The AKP may be Islamic in name, but it represents a significant departure from its predecessors in the febrile world of Turkish Islamist politics. The most prominent of these, the Refah (Welfare) party, lambasted the European Union as a Judaeo–Christian club; its abrasive leader, Necmettin Erbakan, unfavourably compared the G8 (the group of eight richest countries) to the M8 (the eight leading Muslim states). Erdogan, by contrast, has not only taken Turkey closer to EU membership but has gained the authority to modernise Turkey's Islamists. To a large extent, he is using the European magnet to defuse the intransigence of Islamist ideology.

But do the Turkish people as a whole share allegiance to anti–European forms of Islamism, or will they absorb and be absorbed into European values and standards? This is the crux of the matter; the answer will determine Europe's future for decades to come.

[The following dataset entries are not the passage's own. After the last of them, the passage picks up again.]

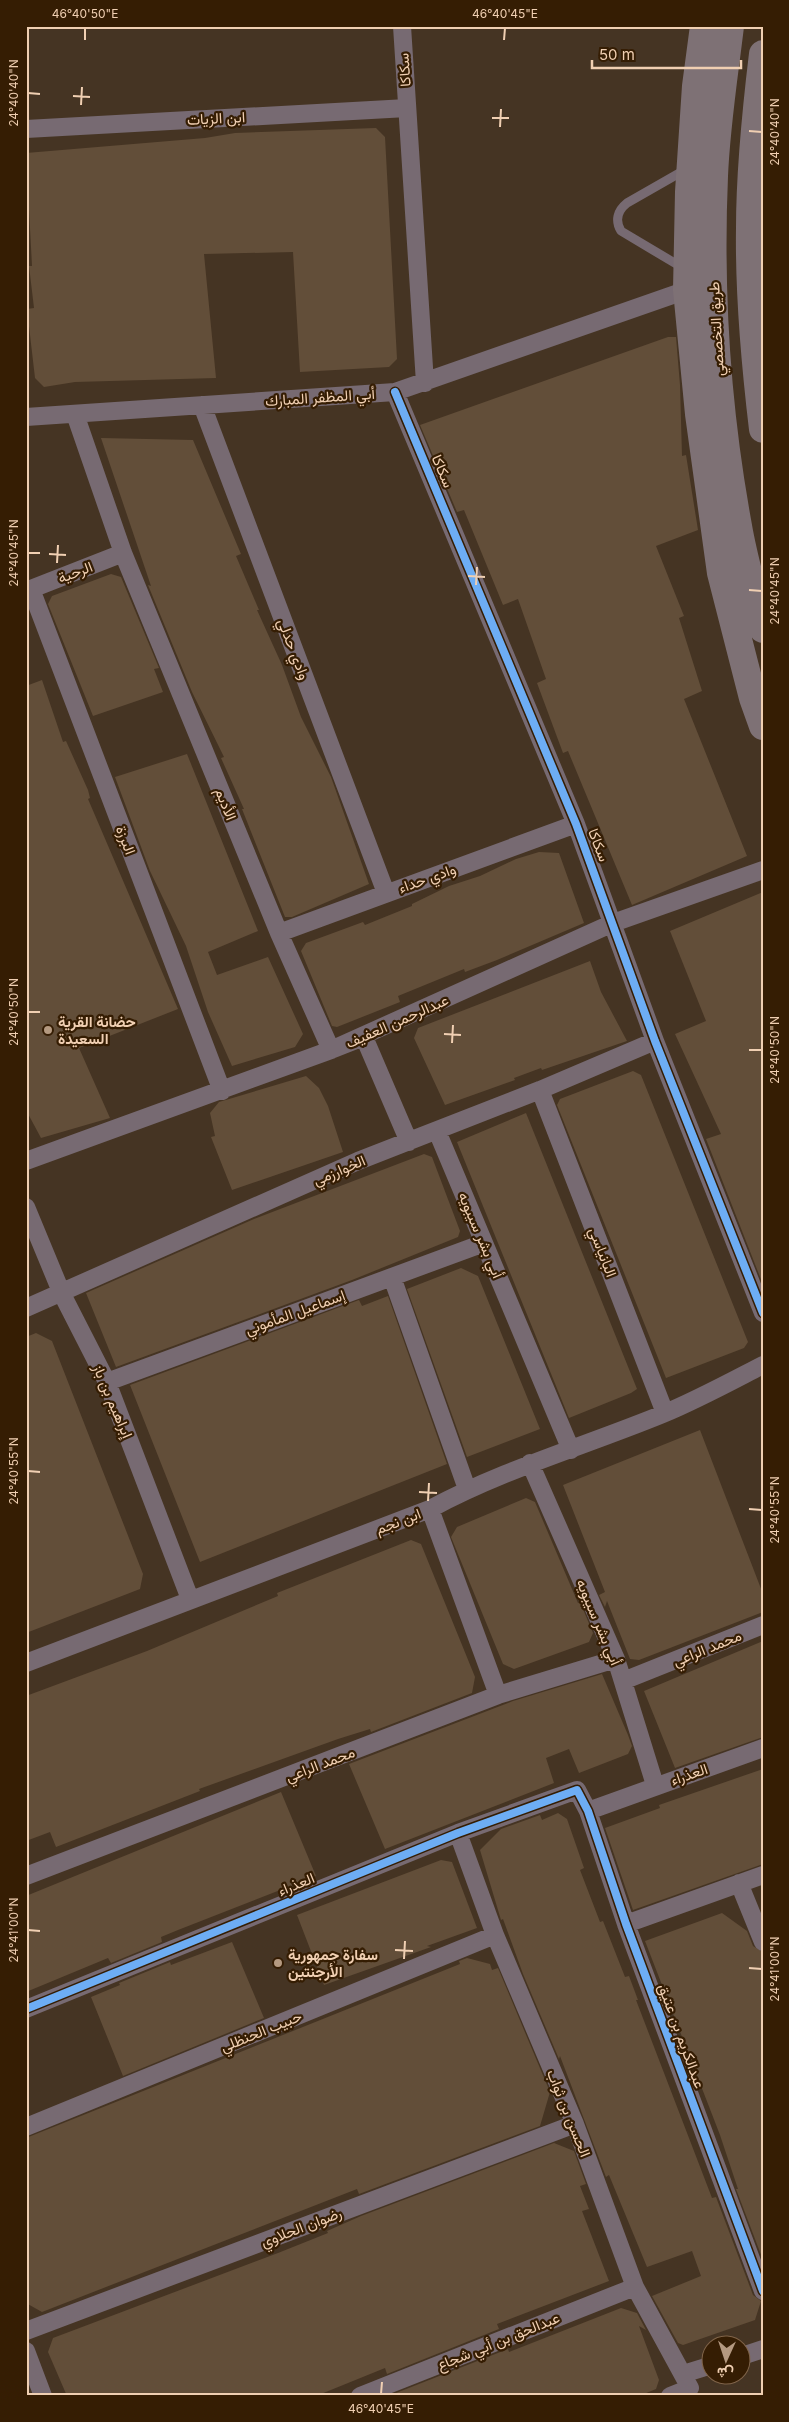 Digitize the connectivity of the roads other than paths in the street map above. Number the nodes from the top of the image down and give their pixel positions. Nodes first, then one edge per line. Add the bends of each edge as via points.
1 (402, 26) edge
2 (704, 26) edge
3 (730, 26) edge
4 (763, 54) edge
5 (407, 108) junction
6 (26, 129) edge
7 (692, 143) junction
8 (687, 281) junction
9 (425, 383) junction
10 (396, 392) junction
11 (202, 405) junction
12 (75, 414) junction
13 (26, 417) edge
14 (763, 428) edge
15 (123, 553) junction
16 (29, 590) edge
17 (763, 629) edge
18 (763, 726) edge
19 (576, 824) junction
20 (763, 870) edge
21 (386, 893) junction
22 (613, 923) junction
23 (278, 933) junction
24 (655, 1041) junction
25 (331, 1050) junction
26 (540, 1090) junction
27 (222, 1091) junction
28 (437, 1131) junction
29 (409, 1142) junction
30 (26, 1161) edge
31 (26, 1207) edge
32 (484, 1243) junction
33 (392, 1277) junction
34 (62, 1294) junction
35 (26, 1308) edge
36 (763, 1313) edge
37 (763, 1365) edge
38 (107, 1382) junction
39 (665, 1414) junction
40 (571, 1450) junction
41 (530, 1463) junction
42 (467, 1489) junction
43 (430, 1509) junction
44 (190, 1599) junction
45 (763, 1625) edge
46 (616, 1659) junction
47 (26, 1663) edge
48 (623, 1681) junction
49 (498, 1695) junction
50 (763, 1748) edge
51 (655, 1785) junction
52 (577, 1790) joint
53 (588, 1811) junction
54 (458, 1833) junction
55 (763, 1875) edge
56 (26, 1876) edge
57 (739, 1883) junction
58 (626, 1924) junction
59 (495, 1935) junction
60 (763, 1942) edge
61 (26, 2008) edge
62 (575, 2124) junction
63 (26, 2127) edge
64 (635, 2287) junction
65 (763, 2291) edge
66 (26, 2331) edge
67 (26, 2351) edge
68 (702, 2371) edge
69 (687, 2381) junction
70 (44, 2396) edge
71 (360, 2396) edge
72 (670, 2396) edge

1 - 5 street, سكاكا
2 - 7 main road
3 - 17 main road, طريق التخصصي via 714,177 716,341 720,405 738,527
4 - 14 main road via 757,98 750,227 752,322
5 - 6 street, ابن الزيات
5 - 9 street, سكاكا
7 - 8 main road
7 - 8 lane via 683,171 626,203 620,208 618,219 621,231 678,264
8 - 9 street, أبي المظفر المبارك
8 - 18 main road via 699,414 721,574
9 - 10 street, أبي المظفر المبارك
10 - 11 street, أبي المظفر المبارك
10 - 19 street, سكاكا
11 - 12 street, أبي المظفر المبارك
11 - 21 street, وادي حدلي
12 - 13 street, أبي المظفر المبارك
12 - 15 street, الأديم
15 - 16 street, الرحية
15 - 23 street, الأديم
16 - 27 street, البرزة
19 - 21 street, وادي حداء
19 - 22 street, سكاكا
20 - 22 street, عبدالرحمن العفيف
21 - 23 street, وادي حداء
22 - 24 street, سكاكا
22 - 25 street, عبدالرحمن العفيف
23 - 25 street, الأديم
24 - 26 street, الخوارزمي
24 - 36 street, سكاكا
25 - 27 street, عبدالرحمن العفيف
25 - 29 street via 364,1036
26 - 28 street, الخوارزمي
26 - 39 street, البانياسي
27 - 30 street, عبدالرحمن العفيف
28 - 29 street, الخوارزمي
28 - 32 street, أبي بشر سيبويه
29 - 34 street, الخوارزمي via 358,1161
31 - 34 street, إبراهيم بن باز
32 - 33 street, إسماعيل المأموني
32 - 40 street, أبي بشر سيبويه
33 - 38 street, إسماعيل المأموني
33 - 42 street
34 - 35 street, الخوارزمي
34 - 38 street, إبراهيم بن باز
37 - 39 street, ابن نجم
38 - 44 street, إبراهيم بن باز
39 - 40 street, ابن نجم
40 - 41 street, ابن نجم
41 - 42 street, ابن نجم
41 - 46 street, أبي بشر سيبويه
42 - 43 street, ابن نجم
43 - 44 street, ابن نجم
43 - 49 street
44 - 47 street, ابن نجم
45 - 48 street, محمد الراعي
46 - 48 street, أبي بشر سيبويه
46 - 49 street, محمد الراعي
48 - 51 street, أبي بشر سيبويه
49 - 56 street, محمد الراعي
50 - 51 street, العذراء
51 - 53 street, العذراء
52 - 53 street, عبدالكريم بن عتيق
52 - 54 street, العذراء
53 - 58 street, عبدالكريم بن عتيق
54 - 59 street, الحسن بن ثواب
54 - 61 street, العذراء
55 - 57 street
57 - 58 street
57 - 60 street
58 - 65 street, عبدالكريم بن عتيق
59 - 62 street, الحسن بن ثواب
59 - 63 street, حبيب الحنظلي
62 - 64 street, الحسن بن ثواب
62 - 66 street, رضوان الحلاوي
64 - 69 street, الحسن بن ثواب
64 - 71 street, عبدالحق بن أبي شجاع
67 - 70 street
68 - 69 street
69 - 72 street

Several significant elements within the AKP see Turkish entry into Europe as an opportunity to make Europe much more open to Islam's influence and presence. Their figurehead is Bulent Arinc, speaker of Turkey's parliament, who was instrumental in the government's failed attempt to criminalise adultery in September 2004.

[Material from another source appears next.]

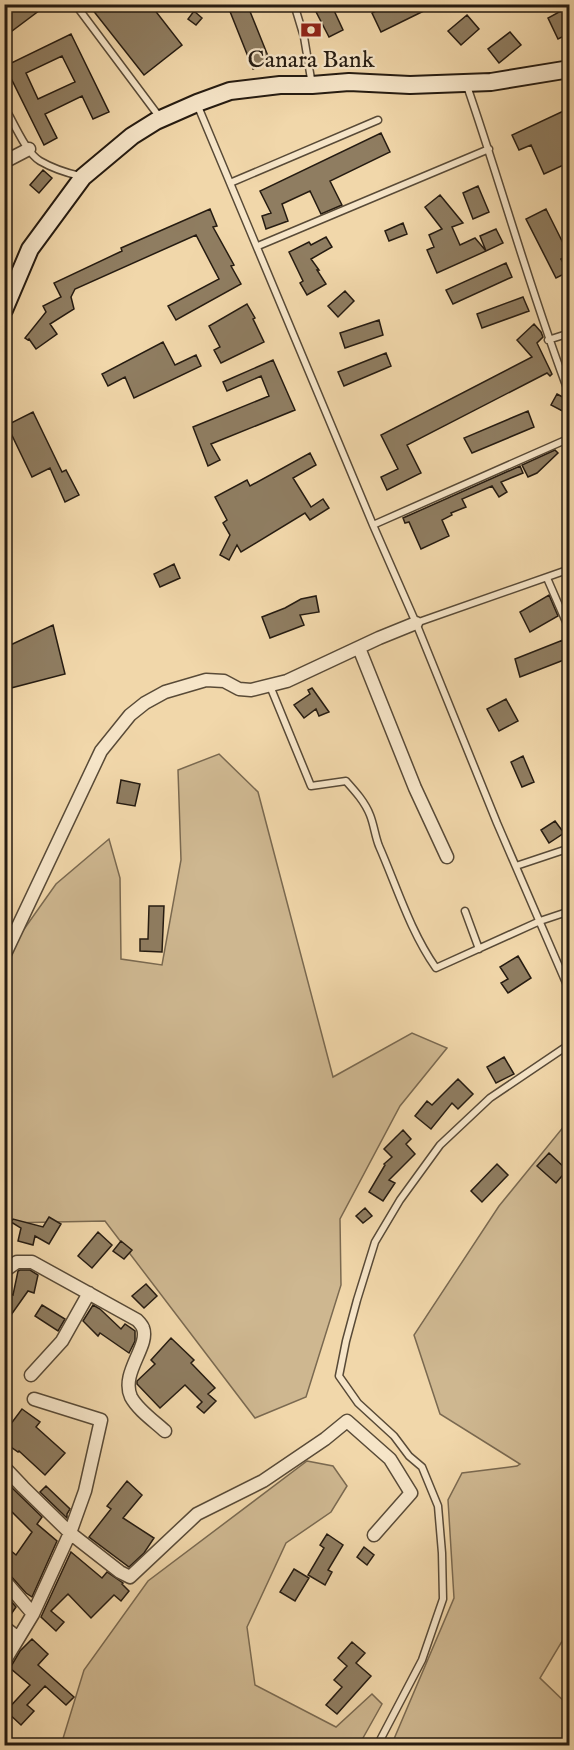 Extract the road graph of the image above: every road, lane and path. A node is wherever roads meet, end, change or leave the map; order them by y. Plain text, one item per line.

Erdogan sought to appeal to the same audience during his visit to France in October, when (in an echo of Erbakan) he said: "We have to know whether Europe is a Christian club or not!"

He also chose this moment to comment on the controversy, especially acute in France, over whether state schoolgirls should be allowed to wear hijab. Erdogan said that his own daughters have been forced to study in American universities because they were forbidden to wear hijab in their Turkish university.

These incidents and rhetorical forays, however, represent only one side of the Turkish argument. Another side — which includes the bulk of the middle–class support of the AKP, members of the Turkish elite, and large numbers of Turkish Muslims already in Europe — suggests that such willful acts by prominent actors on the political stage are not at all sure to prevail.

The influence of Turkey's modern history on the Turkish present is evident here. The elite 'white Turks' were long hampered by the dominant Kemalist ideology (deriving from the republic's founder, Kemal Ataturk) in their desire or ability to Europeanise the country in depth. Kemalism had introduced cultural Europeanisation to Turkey, whilst maintaining a strong nationalist identity.

Today, the AKP is beginning to break this pattern. Many of its voters are 'Anatolian tigers' — people successful in construction or transport who have benefited from the boom in the Turkish economy, who identify with the socially–aspiring ideology of the AKP and who see Europe as an opportunity to develop their output and market reach.

These groups are pushing hard for Erdogan's agenda to be undeviatingly pro–European.

For Erdogan himself, this Europeanness is a means to two quite distinct ends. First, it enables him to ally with a Turkish elite often suspicious of the AKP; on this issue at least, the opposition is compelled to fall into line behind the governing party. Second, it is a tool that enables him and his followers to fight their old Kemalist enemies. European–style religious freedom, for example, is a way of pressuring to allow veiling in universities or schools, effectively an instrument of Islamism against Kemalism.

The attractive effect of Europe on Turkish society should not be underestimated. This has already had an important impact on the ideological platform of the AKP, which is increasingly diluting its political Islam stance and adopting a more European mould. This is the question ahead: will Turkey's Europeanisation lead to the dilution of the AKP's Islamist stance, or will it fuel the country's Islamist politics, aiding the defeat of the Kemalist establishment and providing radical Islamists with a platform to advance into Europe?